Sweet Potatoes

Before frost comes each autumn, we spend hours and hours digging sweet potatoes. This crop is dear to us, one that not so many growers grow, and that is so tasty and nutritious. We start by transplanting “slips” into a freshly tilled and bedded field. Sweet potatoes are one of the few crops we grow on raised beds. That gives the roots plenty of soft ground to form in, and makes it much easier to harvest. After the long warm ummer, the vigorous vines have completely covered the field. In order to see what we’re doing at harvest time, I bring in the bushhog and mow the tops of the plants.

You can see the trickle irrigation tape running down the center of the bed. Now that we can see what is what, it’s time to bring in the beloved Bartschi root digger. The driver keeps the machine moving very slowly straddling the bed, while two people “birth” the roots behind.
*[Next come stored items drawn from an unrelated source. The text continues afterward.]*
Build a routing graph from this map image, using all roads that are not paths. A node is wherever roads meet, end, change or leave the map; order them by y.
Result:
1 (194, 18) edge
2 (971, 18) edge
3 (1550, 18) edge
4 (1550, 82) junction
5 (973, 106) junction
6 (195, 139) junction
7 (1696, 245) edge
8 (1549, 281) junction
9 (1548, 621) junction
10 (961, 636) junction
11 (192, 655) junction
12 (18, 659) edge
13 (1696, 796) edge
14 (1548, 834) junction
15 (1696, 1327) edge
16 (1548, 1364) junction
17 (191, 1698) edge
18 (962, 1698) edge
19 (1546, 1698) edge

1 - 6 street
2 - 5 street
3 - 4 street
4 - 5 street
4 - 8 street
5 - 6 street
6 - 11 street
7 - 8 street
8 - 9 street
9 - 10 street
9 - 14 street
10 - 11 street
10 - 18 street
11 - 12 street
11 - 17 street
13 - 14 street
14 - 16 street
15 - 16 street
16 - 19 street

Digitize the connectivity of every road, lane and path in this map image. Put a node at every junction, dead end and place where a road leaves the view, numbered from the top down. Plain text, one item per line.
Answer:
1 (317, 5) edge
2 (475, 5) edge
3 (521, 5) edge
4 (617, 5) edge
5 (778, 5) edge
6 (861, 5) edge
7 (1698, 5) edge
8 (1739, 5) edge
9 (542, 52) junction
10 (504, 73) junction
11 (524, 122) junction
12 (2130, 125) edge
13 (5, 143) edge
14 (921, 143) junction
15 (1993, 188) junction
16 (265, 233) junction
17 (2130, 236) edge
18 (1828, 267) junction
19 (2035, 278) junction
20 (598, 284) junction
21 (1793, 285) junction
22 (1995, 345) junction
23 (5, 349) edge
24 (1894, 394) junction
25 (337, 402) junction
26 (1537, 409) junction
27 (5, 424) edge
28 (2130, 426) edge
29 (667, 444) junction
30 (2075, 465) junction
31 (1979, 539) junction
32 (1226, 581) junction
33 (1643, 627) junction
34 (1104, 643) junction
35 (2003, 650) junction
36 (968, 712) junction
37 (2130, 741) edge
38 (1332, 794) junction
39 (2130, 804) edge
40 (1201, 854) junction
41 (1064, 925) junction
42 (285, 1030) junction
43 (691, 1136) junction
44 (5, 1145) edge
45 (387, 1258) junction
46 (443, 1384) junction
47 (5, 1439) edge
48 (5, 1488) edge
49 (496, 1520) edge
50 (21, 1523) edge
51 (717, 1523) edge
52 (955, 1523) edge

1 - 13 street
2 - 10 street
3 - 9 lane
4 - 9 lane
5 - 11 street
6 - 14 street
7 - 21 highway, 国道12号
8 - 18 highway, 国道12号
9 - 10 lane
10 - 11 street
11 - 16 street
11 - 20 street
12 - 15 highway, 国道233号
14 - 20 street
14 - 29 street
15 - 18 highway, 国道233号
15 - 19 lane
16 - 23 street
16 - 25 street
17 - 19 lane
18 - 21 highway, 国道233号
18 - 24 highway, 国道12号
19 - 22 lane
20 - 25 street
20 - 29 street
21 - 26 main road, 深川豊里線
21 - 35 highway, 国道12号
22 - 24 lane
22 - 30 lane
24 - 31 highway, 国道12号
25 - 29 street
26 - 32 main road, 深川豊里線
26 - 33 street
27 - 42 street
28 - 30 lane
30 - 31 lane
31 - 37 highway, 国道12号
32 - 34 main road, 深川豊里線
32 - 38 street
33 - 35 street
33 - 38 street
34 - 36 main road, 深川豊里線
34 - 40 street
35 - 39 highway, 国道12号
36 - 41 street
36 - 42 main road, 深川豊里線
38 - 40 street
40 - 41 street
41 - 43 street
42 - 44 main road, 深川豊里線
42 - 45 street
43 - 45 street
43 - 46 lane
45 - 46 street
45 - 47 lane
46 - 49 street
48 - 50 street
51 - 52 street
Stephen and Zeke are catching the roots as they become unearthed, making sure they don’t get reburied by soil, or fall into the abyss that the root lifting blade creates. Now the rest of the crew can come in and calmly and quietly collect the sweet potatoes, separating them from the vine.

Unlike sweet potatoes from the store, these roots come in every possible shape and size. Some of the biggest are over 4 pounds! As long as it’s edible, we consider even strange ones food too. So, from about 3000 plants, we harvested 235 green pony baskets of potatoes. That’s about 6000 pounds of goodness.